─── PROVIDED DATA ───
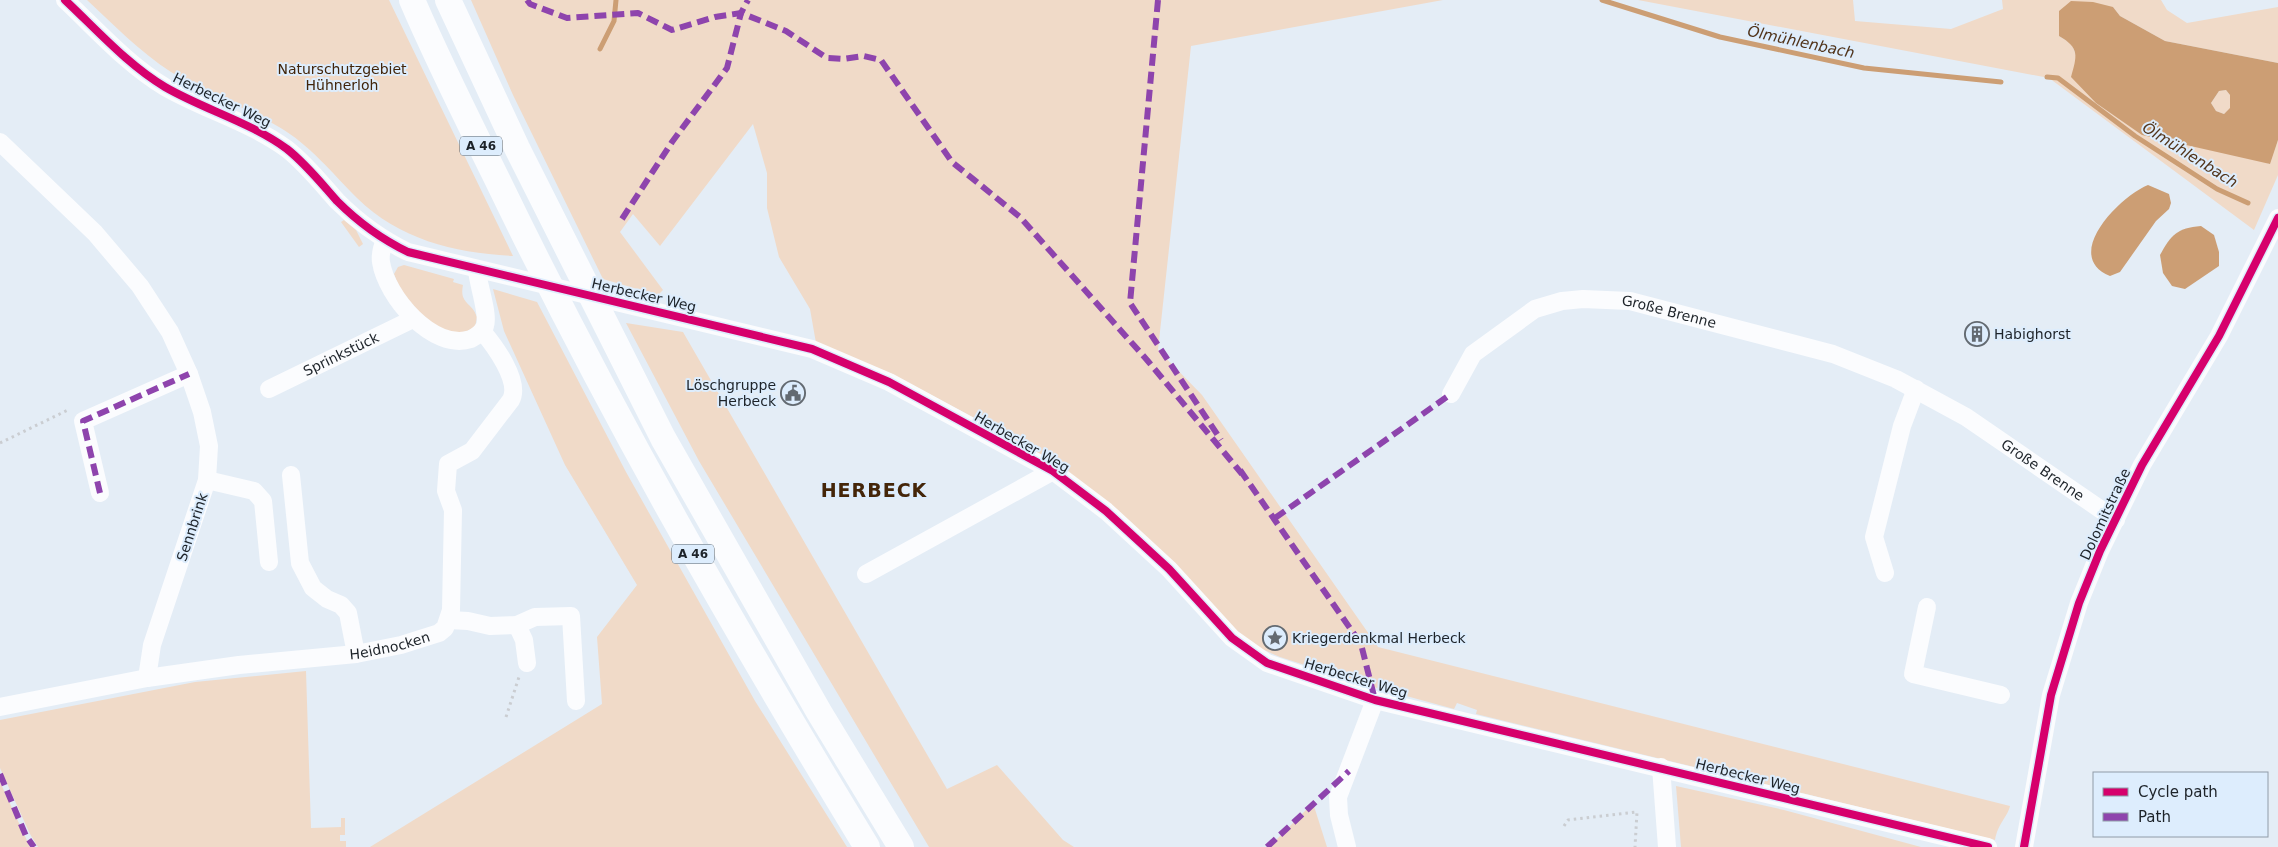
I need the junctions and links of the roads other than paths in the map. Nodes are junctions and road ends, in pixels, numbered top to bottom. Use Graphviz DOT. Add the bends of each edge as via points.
graph roads {
  1 [pos="65,0"];
  2 [pos="412,0"];
  3 [pos="450,4"];
  4 [pos="0,142"];
  5 [pos="2278,218"];
  6 [pos="385,240"];
  7 [pos="479,270"];
  8 [pos="413,318"];
  9 [pos="482,331"];
  10 [pos="189,374"];
  11 [pos="269,389"];
  12 [pos="1916,389"];
  13 [pos="1450,394"];
  14 [pos="1053,471"];
  15 [pos="291,475"];
  16 [pos="207,480"];
  17 [pos="100,493"];
  18 [pos="2116,520"];
  19 [pos="269,562"];
  20 [pos="1885,573"];
  21 [pos="866,574"];
  22 [pos="1927,607"];
  23 [pos="449,620"];
  24 [pos="518,625"];
  25 [pos="356,654"];
  26 [pos="527,663"];
  27 [pos="147,678"];
  28 [pos="2001,695"];
  29 [pos="1375,700"];
  30 [pos="576,701"];
  31 [pos="0,707"];
  32 [pos="1660,767"];
  33 [pos="867,847"];
  34 [pos="902,847"];
  35 [pos="1347,847"];
  36 [pos="1667,847"];
  37 [pos="1988,847"];
  38 [pos="2024,847"];
  1 -- 6 [label="street, Herbecker Weg" via="152,78 286,149 338,202"];
  2 -- 33 [label="highway, A 46" via="533,254 618,419 776,698"];
  3 -- 34 [label="highway, A 46" via="517,148 663,438 819,712"];
  4 -- 10 [label="street, Sennbrink" via="94,233 140,286 170,332"];
  5 -- 18 [label="street, Dolomitstraße" via="2219,336 2142,465"];
  6 -- 7 [label="street, Herbecker Weg" via="408,252"];
  6 -- 8 [label="street" via="381,262 386,278"];
  7 -- 9 [label="street" via="486,317"];
  7 -- 14 [label="street, Herbecker Weg" via="812,349 889,382"];
  8 -- 9 [label="street" via="440,337 454,341 475,337"];
  8 -- 11 [label="street, Sprinkstück"];
  9 -- 23 [label="street" via="498,350 513,393 472,451 448,464 446,491 453,510"];
  10 -- 16 [label="street, Sennbrink" via="209,446"];
  10 -- 17 [label="street" via="83,421"];
  12 -- 13 [label="street, Große Brenne" via="1873,368 1833,354 1630,301 1583,299 1535,309 1502,332 1473,354"];
  12 -- 18 [label="street, Große Brenne" via="1966,417"];
  12 -- 20 [label="street" via="1902,426 1874,538"];
  14 -- 21 [label="street, Herbecker Weg"];
  14 -- 29 [label="street, Herbecker Weg" via="1106,510 1169,569 1232,638 1250,653 1267,663"];
  15 -- 25 [label="street" via="300,563 313,588 348,613"];
  16 -- 19 [label="street" via="254,491 263,501"];
  16 -- 27 [label="street, Sennbrink" via="152,645"];
  18 -- 38 [label="street, Dolomitstraße" via="2079,603 2064,648 2044,733"];
  22 -- 28 [label="street" via="1912,674"];
  23 -- 24 [label="street" via="490,626"];
  23 -- 25 [label="street, Heidnocken" via="439,633"];
  24 -- 26 [label="street"];
  24 -- 30 [label="street" via="535,617 571,616"];
  25 -- 27 [label="street, Heidnocken"];
  27 -- 31 [label="street, Heidnocken"];
  29 -- 32 [label="street, Herbecker Weg"];
  29 -- 35 [label="street" via="1338,797"];
  32 -- 36 [label="street"];
  32 -- 37 [label="street, Herbecker Weg"];
}
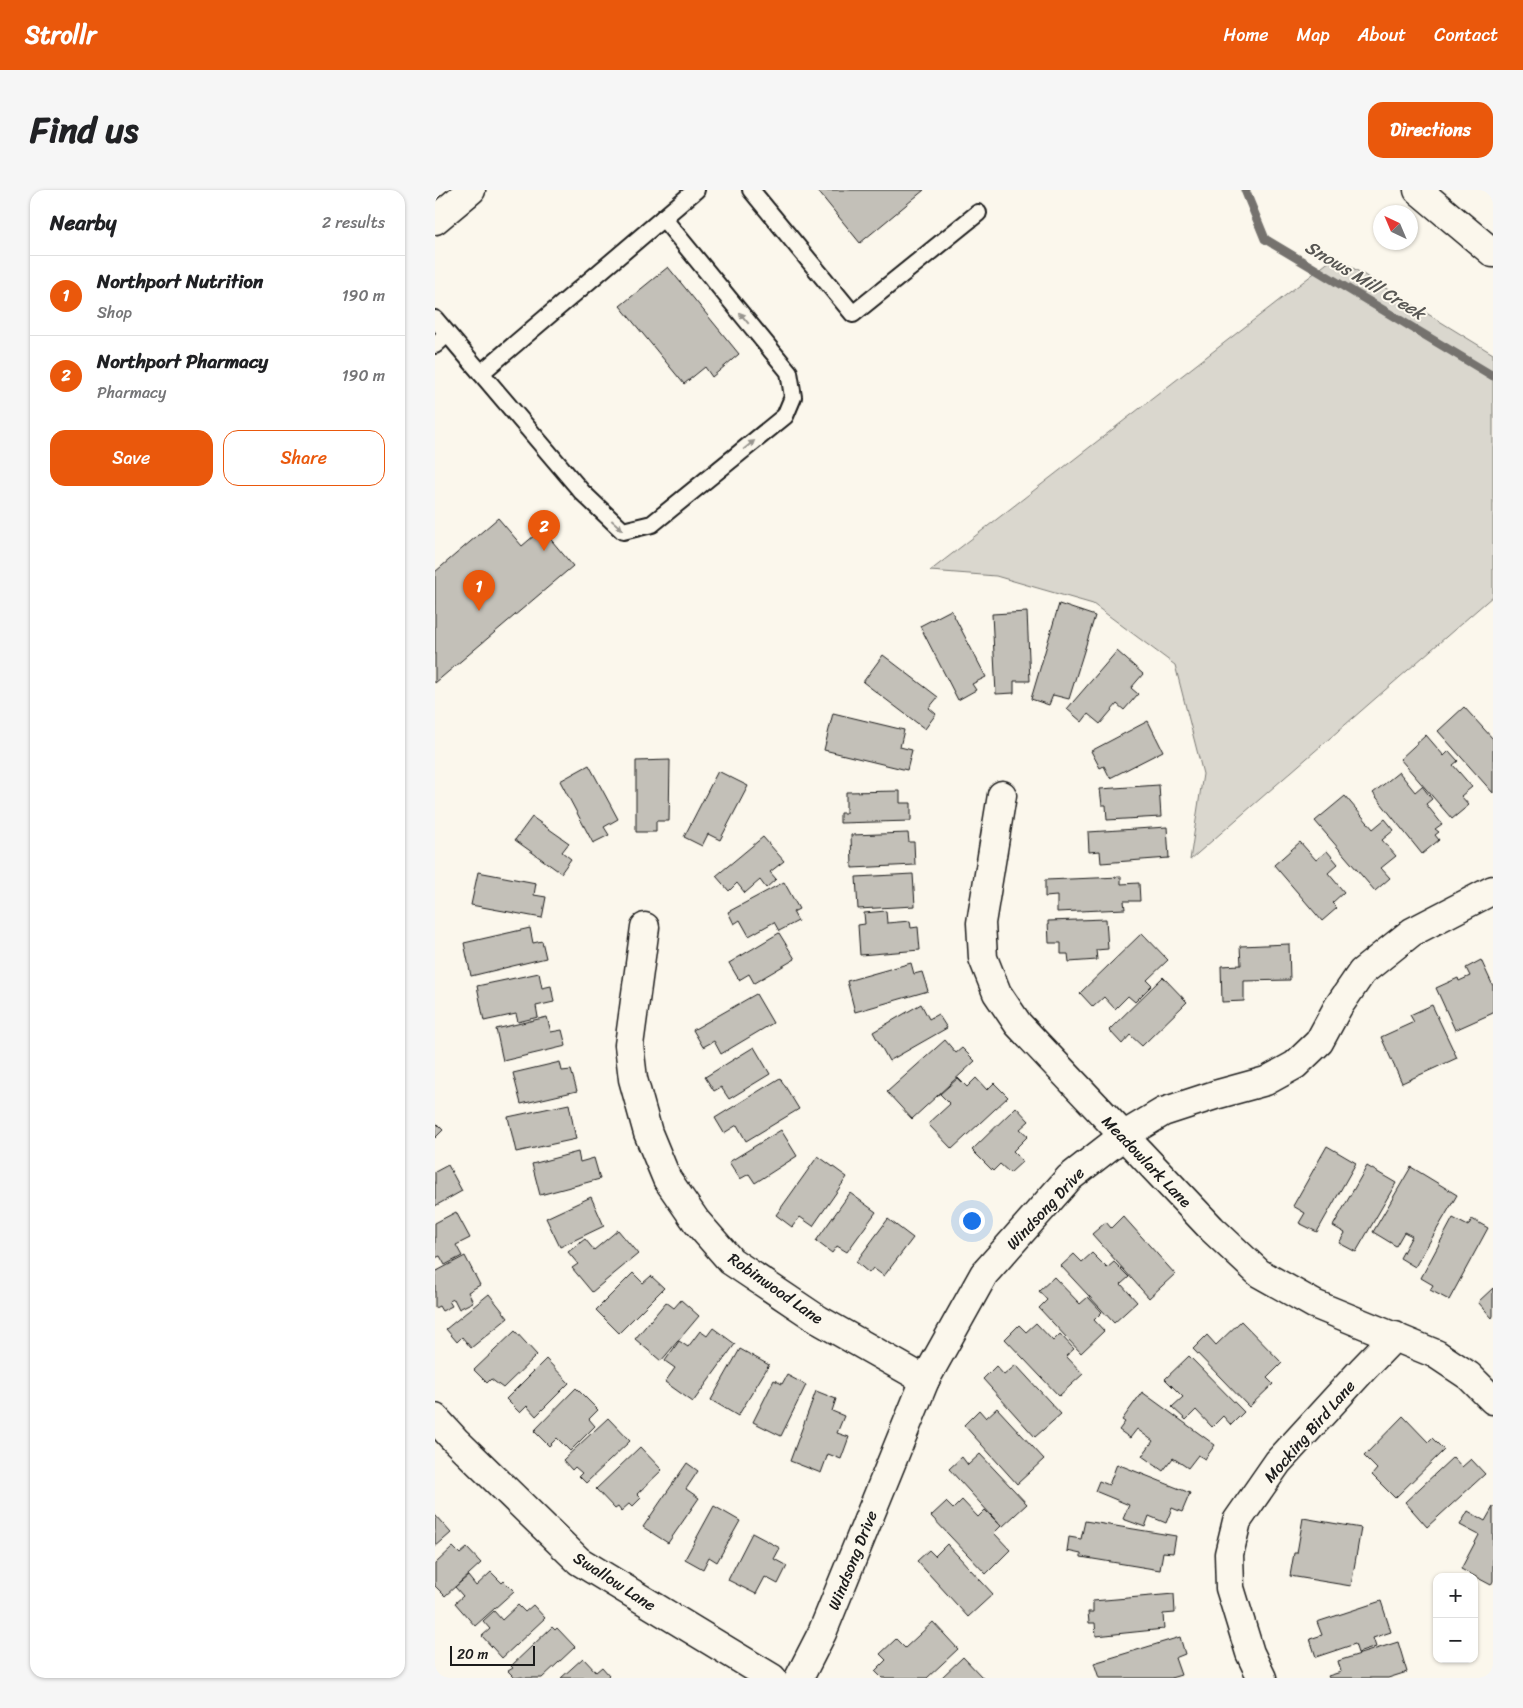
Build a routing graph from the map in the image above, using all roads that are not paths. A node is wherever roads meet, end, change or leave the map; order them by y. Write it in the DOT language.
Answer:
graph roads {
  1 [pos="471,190"];
  2 [pos="696,190"];
  3 [pos="751,190"];
  4 [pos="1418,190"];
  5 [pos="978,213"];
  6 [pos="663,218"];
  7 [pos="435,220"];
  8 [pos="1493,253"];
  9 [pos="435,319"];
  10 [pos="441,340"];
  11 [pos="481,373"];
  12 [pos="1002,795"];
  13 [pos="1493,890"];
  14 [pos="645,927"];
  15 [pos="1123,1136"];
  16 [pos="1395,1336"];
  17 [pos="925,1380"];
  18 [pos="1493,1400"];
  19 [pos="435,1418"];
  20 [pos="772,1678"];
  21 [pos="799,1678"];
  22 [pos="1262,1678"];
  1 -- 7 [label="main road"];
  2 -- 6 [label="lane"];
  3 -- 5 [label="lane"];
  4 -- 8 [label="main road"];
  6 -- 11 [label="lane"];
  11 -- 6 [label="lane, one-way"];
  9 -- 10 [label="lane"];
  10 -- 11 [label="lane"];
  12 -- 15 [label="main road, Meadowlark Lane"];
  13 -- 15 [label="main road, Windsong Drive"];
  14 -- 17 [label="main road, Robinwood Lane"];
  15 -- 16 [label="main road, Meadowlark Lane"];
  15 -- 17 [label="main road, Windsong Drive"];
  16 -- 18 [label="main road, Meadowlark Lane"];
  16 -- 22 [label="main road, Mocking Bird Lane"];
  17 -- 21 [label="main road, Windsong Drive"];
  19 -- 20 [label="main road, Swallow Lane"];
}
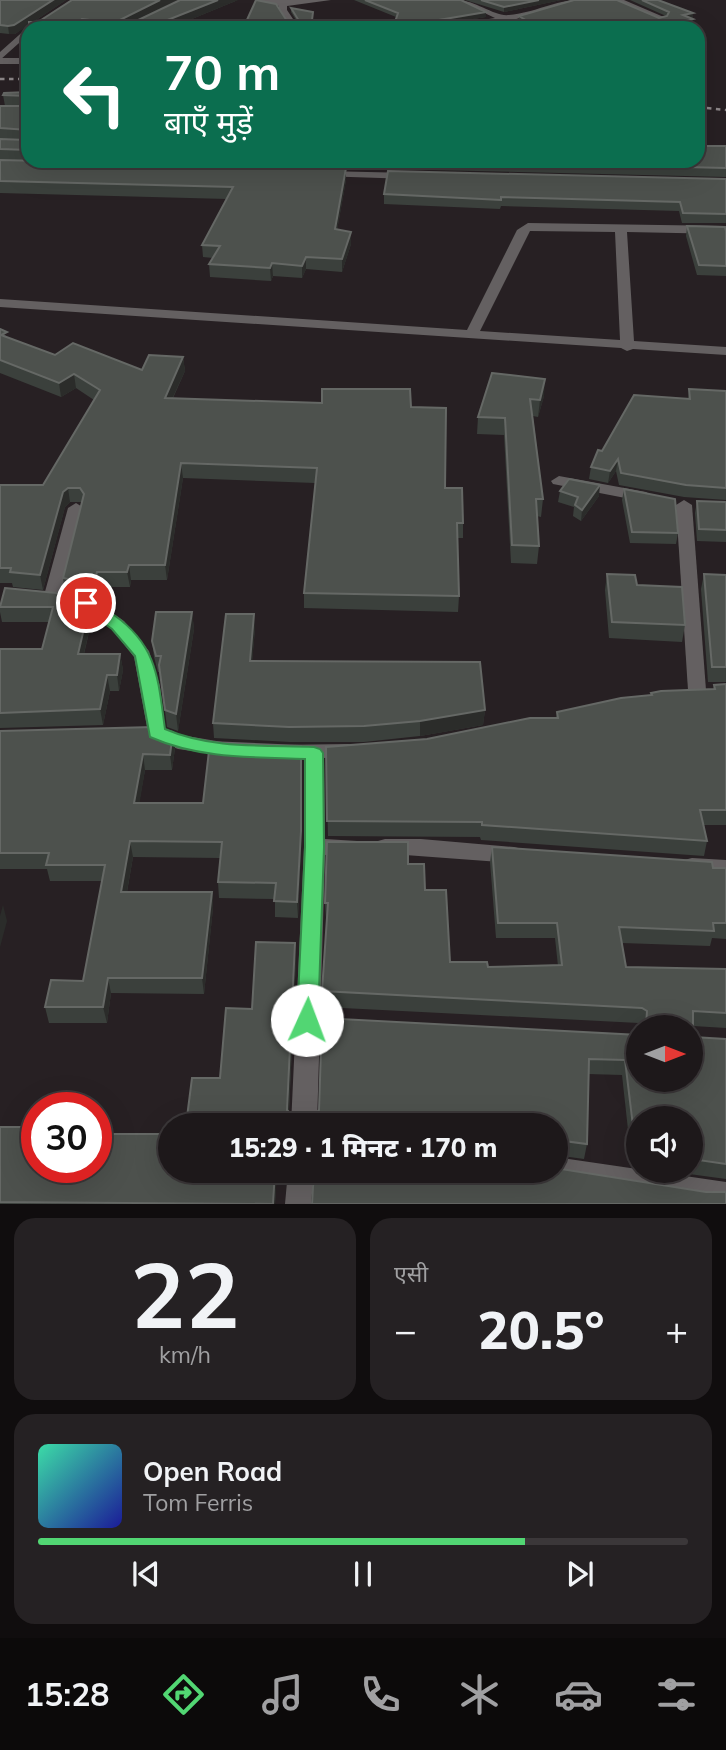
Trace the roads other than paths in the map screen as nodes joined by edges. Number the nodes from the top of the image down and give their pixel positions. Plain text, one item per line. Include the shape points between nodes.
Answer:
1 (189, 0) edge
2 (259, 0) edge
3 (327, 0) edge
4 (461, 0) edge
5 (576, 0) edge
6 (616, 0) edge
7 (283, 4) junction
8 (662, 18) edge
9 (506, 19) junction
10 (143, 21) edge
11 (292, 21) edge
12 (490, 21) edge
13 (509, 21) edge
14 (21, 37) edge
15 (0, 59) edge
16 (21, 60) edge
17 (307, 173) edge
18 (419, 176) edge
19 (621, 227) junction
20 (726, 230) edge
21 (0, 303) edge
22 (471, 336) junction
23 (627, 347) junction
24 (726, 351) edge
25 (559, 481) dead end
26 (76, 508) dead end
27 (699, 691) edge
28 (156, 733) junction
29 (130, 734) edge
30 (364, 750) edge
31 (314, 753) junction
32 (314, 847) junction
33 (539, 857) edge
34 (673, 865) edge
35 (726, 868) edge
36 (307, 1020) junction
37 (335, 1021) edge
38 (304, 1113) edge
39 (568, 1171) edge
40 (300, 1183) edge
41 (726, 1195) edge
42 (298, 1204) edge

1 - 10 street
2 - 7 street
3 - 7 street
4 - 9 street
5 - 9 street
6 - 8 street
7 - 11 street
9 - 12 street
9 - 13 street
14 - 15 street
15 - 16 street
17 - 18 street
19 - 20 street
19 - 22 street via 536,226 523,230
19 - 23 street
21 - 22 street
22 - 23 street
23 - 24 street
25 - 27 street via 678,503
26 - 28 street via 45,598 86,603 118,625 143,655
28 - 29 street
28 - 31 street via 213,749
30 - 31 street
31 - 32 street
32 - 33 street via 421,847
32 - 36 street
34 - 35 street
36 - 37 street
36 - 38 street
39 - 41 street
40 - 42 street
───
The answer should be one number, the count of lines in this material that include the word "Sennbrink".

3